Multitask learning for fundamental frequency estimation in music
By R. Bittner
Rachel Bittner (Spotify) presents to ADASP about a multi-task deep learning architecture that jointly predicts outputs for multi-f0, melody, vocal and bass line estimation.
Fundamental frequency (f0) estimation from polyphonic music includes the tasks of multiple-f0, melody, vocal, and bass line estimation. Historically these problems have been approached separately and until recently little work had used learning-based approaches. We present a multi-task deep learning architecture that jointly predicts outputs for multi-f0, melody, vocal and bass line estimation and is trained using a large, semi-automatically annotated dataset. We provide evidence of the usefulness of the recently proposed Harmonic CQT to fundamental frequency. Finally, we show that the multitask model outperforms its single-task counterparts, and that the addition of synthetically generated training data is beneficial.

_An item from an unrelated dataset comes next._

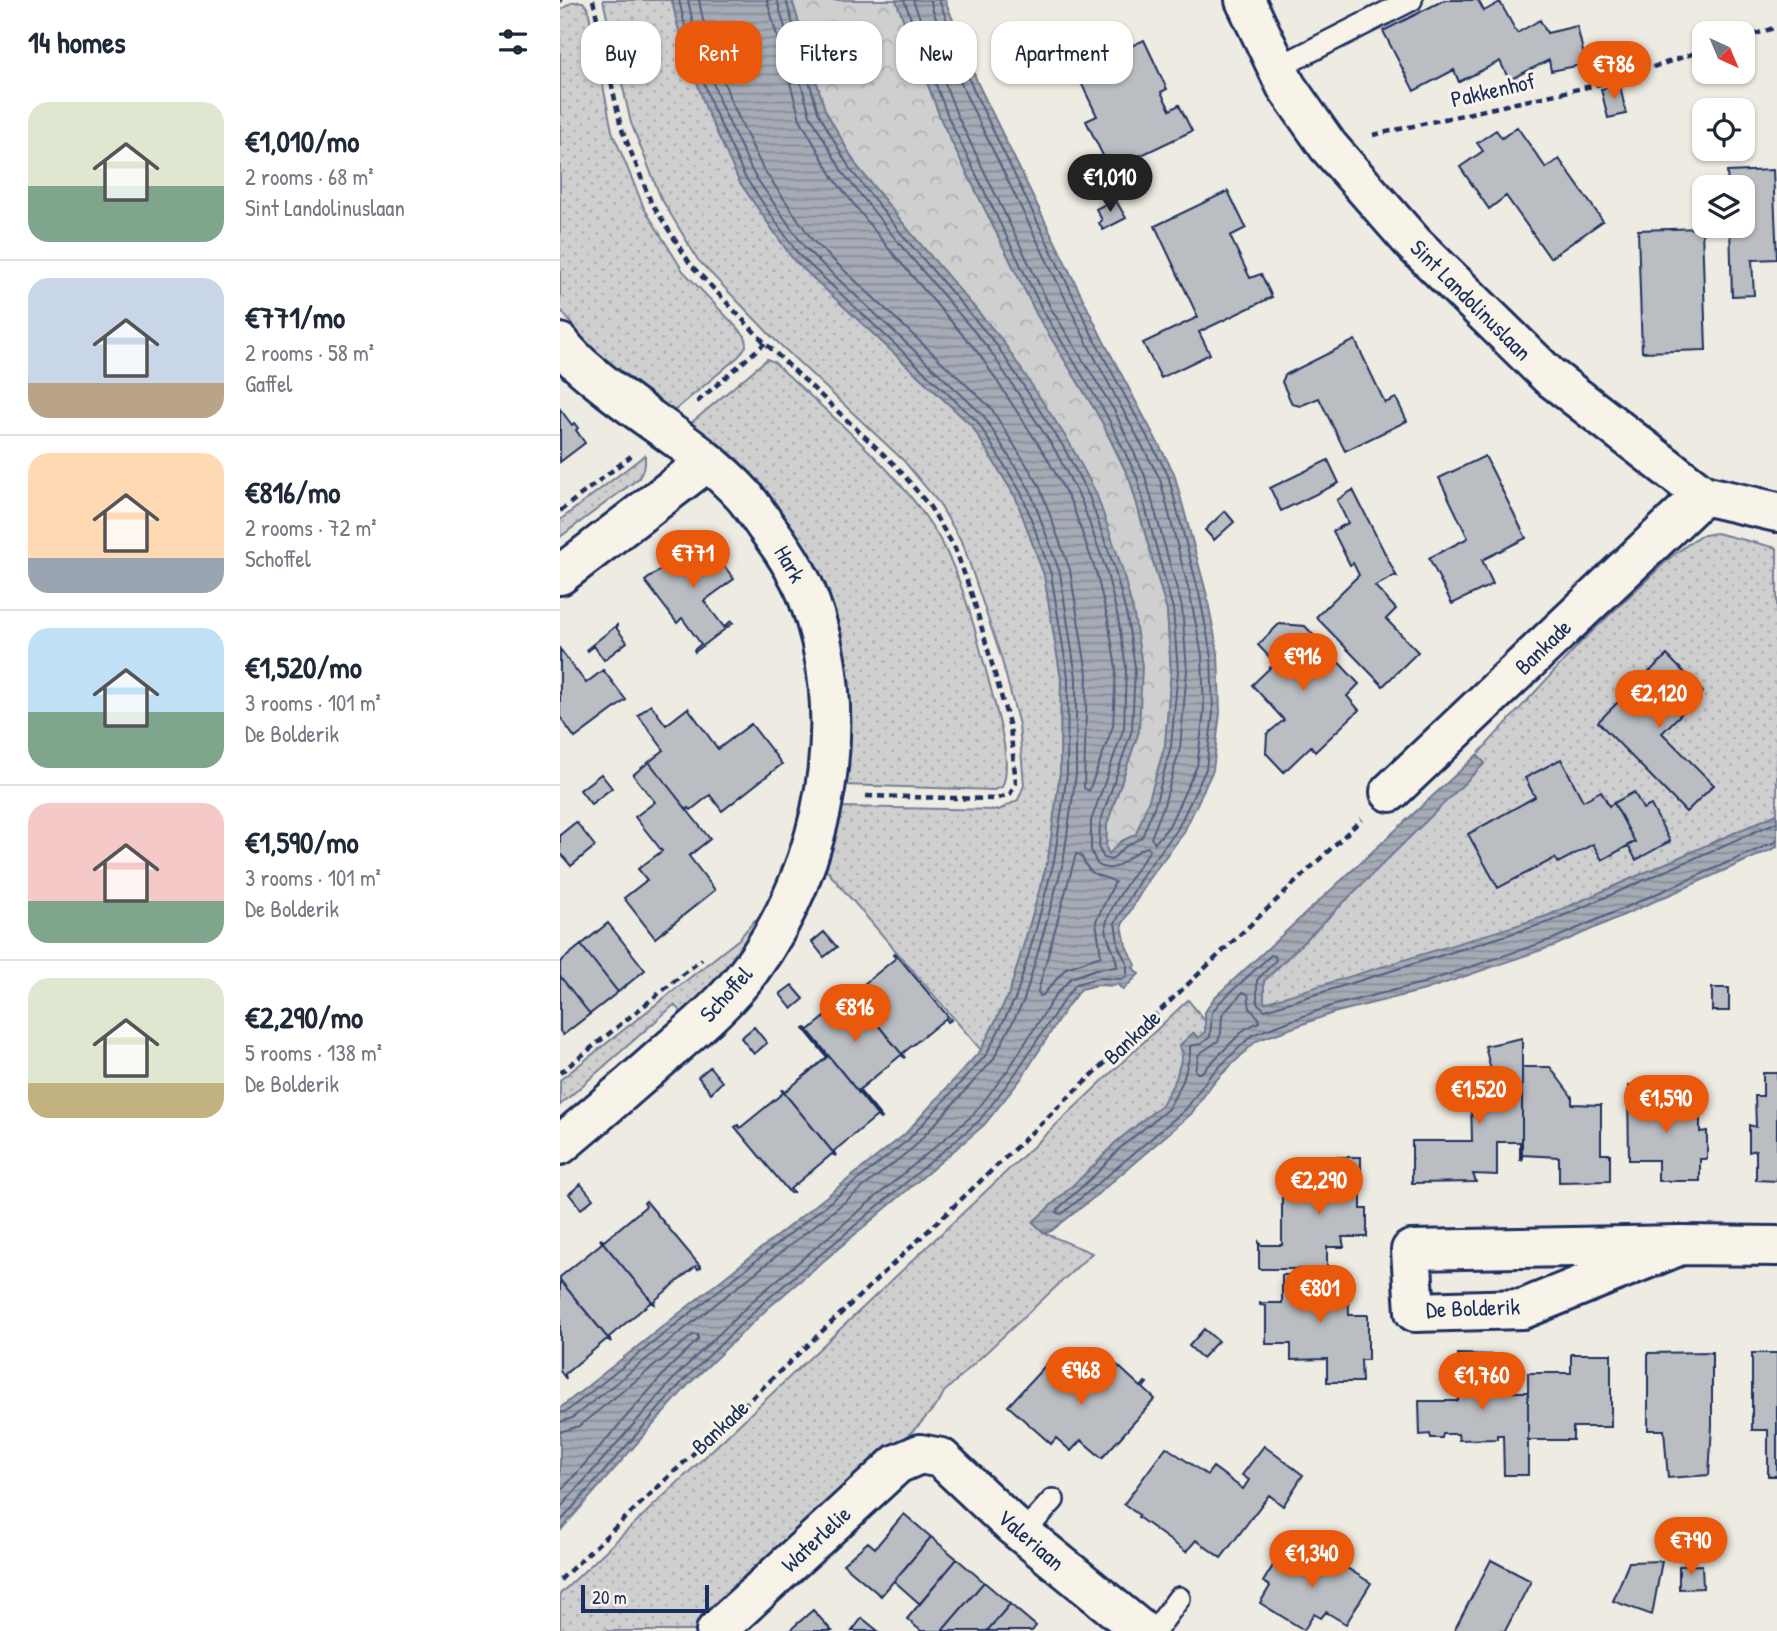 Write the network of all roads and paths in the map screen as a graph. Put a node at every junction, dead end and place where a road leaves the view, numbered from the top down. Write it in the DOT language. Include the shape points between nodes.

Rachel is a Research Scientist at Spotify in New York City, and recently completed her Ph.D. at the Music and Audio Research Lab at New York University under Dr. Juan P. Bello. Previously, she was a research assistant at NASA Ames Research Center working with Durand Begault in the Advanced Controls and Displays Laboratory. She did her master’s degree in math at NYU’s Courant Institute, and her bachelor’s degree in music performance and math at UC 2 Irvine. Her research interests are at the intersection of audio signal processing and machine learning, applied to musical audio. Her dissertation work applied machine learning to various types of fundamental frequency estimation.